En esa queja amorosísima del Corazón de Jesús, en la que manifiesta lo que le hace sufrir el desamor y la ingratitud de los hombres, en esa queja, repito, entramos todos sin excepción.
Pero mira, el Corazón de María no es así. Es el único en el que no pensaba al lanzar esa queja de amor. Jesús no tiene ninguna queja del Corazón de Su Madre. ¡Qué gusto! ¡Qué satisfacción para nosotros mirar, estudiar, aprender ese modelo, para aprender con ese Corazón y por su medio, a amar al Corazón de Cristo!
Tu corazón debe encerrarse en el de Jesús, luego debes encerrarle antes en el de tu Madre. La devoción, por tanto, al Corazón de Jesús, te exige una devoción tierna al Corazón de la Santísima Virgen María. Ésta es la voluntad de Dios.

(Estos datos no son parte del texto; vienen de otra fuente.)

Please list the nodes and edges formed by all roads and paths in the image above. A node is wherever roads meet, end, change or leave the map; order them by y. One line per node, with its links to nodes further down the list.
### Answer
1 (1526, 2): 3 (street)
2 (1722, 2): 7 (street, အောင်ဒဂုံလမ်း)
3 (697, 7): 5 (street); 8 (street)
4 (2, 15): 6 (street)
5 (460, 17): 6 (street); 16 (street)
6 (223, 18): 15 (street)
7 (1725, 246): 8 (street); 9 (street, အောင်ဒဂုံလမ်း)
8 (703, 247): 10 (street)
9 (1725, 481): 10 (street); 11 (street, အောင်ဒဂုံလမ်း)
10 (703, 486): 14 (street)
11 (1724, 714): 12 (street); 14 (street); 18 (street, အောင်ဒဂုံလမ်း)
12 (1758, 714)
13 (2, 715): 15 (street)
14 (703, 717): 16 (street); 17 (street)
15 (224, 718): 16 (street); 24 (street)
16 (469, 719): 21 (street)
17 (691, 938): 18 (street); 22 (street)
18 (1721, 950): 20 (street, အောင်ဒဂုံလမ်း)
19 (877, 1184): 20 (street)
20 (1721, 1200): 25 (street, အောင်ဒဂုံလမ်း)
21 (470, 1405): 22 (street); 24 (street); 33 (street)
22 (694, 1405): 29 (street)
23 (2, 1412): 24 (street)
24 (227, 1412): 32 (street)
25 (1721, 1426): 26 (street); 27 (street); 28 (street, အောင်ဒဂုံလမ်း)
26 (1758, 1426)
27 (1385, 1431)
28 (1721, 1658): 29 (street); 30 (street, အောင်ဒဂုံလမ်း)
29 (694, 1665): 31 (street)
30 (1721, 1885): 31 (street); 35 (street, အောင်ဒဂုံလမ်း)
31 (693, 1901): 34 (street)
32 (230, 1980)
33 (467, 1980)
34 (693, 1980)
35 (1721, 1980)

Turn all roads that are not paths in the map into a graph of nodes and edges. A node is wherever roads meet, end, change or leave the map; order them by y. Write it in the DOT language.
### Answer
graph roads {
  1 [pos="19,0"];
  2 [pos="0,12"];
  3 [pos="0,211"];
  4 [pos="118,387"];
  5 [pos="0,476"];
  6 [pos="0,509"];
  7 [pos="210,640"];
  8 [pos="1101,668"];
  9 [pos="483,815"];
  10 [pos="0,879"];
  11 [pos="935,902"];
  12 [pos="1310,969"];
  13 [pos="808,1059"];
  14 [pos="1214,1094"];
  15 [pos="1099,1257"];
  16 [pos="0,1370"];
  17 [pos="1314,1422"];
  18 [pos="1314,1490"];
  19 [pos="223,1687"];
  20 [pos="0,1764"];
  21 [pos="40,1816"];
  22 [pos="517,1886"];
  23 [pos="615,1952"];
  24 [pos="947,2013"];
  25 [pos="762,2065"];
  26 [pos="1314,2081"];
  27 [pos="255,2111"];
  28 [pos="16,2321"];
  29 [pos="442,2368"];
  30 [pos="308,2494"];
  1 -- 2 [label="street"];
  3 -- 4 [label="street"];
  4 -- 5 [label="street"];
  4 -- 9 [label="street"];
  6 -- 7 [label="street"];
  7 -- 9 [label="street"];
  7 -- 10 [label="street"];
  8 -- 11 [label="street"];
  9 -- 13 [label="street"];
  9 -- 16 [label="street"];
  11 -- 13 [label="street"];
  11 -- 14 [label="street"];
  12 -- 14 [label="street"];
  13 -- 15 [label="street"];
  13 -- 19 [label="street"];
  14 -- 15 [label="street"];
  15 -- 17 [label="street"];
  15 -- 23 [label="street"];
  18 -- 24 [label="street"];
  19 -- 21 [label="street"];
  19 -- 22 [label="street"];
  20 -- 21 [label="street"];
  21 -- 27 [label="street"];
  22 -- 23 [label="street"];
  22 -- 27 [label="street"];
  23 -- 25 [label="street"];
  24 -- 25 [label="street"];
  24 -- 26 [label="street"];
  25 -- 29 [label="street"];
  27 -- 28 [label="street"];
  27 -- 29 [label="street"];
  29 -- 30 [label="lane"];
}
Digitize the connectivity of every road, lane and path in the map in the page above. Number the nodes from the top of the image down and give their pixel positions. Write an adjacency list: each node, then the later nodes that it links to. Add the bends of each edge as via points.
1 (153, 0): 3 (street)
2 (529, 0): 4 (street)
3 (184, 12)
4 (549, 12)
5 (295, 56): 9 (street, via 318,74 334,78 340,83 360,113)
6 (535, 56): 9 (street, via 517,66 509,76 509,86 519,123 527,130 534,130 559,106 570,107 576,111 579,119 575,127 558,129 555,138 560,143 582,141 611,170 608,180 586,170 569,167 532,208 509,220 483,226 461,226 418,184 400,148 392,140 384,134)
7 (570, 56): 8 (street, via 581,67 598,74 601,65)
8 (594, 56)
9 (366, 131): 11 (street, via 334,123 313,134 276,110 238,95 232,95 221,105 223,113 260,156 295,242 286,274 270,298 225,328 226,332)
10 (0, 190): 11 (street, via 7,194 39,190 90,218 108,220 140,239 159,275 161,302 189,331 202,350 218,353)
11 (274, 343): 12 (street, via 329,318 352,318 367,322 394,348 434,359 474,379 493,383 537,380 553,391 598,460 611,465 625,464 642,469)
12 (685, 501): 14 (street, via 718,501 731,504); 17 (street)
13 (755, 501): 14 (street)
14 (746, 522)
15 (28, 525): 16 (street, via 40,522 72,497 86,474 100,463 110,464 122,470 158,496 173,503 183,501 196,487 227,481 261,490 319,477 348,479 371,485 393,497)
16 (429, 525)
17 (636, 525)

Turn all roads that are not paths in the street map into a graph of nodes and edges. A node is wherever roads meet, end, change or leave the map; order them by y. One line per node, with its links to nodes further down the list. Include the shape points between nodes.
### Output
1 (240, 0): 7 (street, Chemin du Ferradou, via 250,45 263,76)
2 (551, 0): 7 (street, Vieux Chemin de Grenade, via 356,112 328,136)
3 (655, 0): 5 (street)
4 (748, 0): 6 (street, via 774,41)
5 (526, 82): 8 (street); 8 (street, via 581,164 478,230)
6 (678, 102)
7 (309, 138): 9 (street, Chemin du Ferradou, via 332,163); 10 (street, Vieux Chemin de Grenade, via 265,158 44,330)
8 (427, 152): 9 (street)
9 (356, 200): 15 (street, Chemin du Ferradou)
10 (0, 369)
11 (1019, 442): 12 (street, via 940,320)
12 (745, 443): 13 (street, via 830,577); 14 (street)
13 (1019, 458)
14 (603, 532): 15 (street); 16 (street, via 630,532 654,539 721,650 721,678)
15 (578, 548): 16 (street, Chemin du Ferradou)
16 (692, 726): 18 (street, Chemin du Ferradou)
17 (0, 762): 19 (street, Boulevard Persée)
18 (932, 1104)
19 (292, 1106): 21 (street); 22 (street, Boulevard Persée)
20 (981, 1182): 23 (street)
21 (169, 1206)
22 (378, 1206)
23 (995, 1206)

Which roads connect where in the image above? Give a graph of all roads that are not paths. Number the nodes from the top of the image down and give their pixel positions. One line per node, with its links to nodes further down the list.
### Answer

Suplica a la Santísima Virgen sea Ella tu perfecta Mediadora en esta entrega de tu corazón a Jesús. Dáselo primeramente a Ella, totalmente, seriamente, de una manera eficaz y permanente y dale libertad para que haga lo que crea más conveniente, hasta llegar a adaptar tu corazón al de Jesús, de suerte que sea semejante al suyo.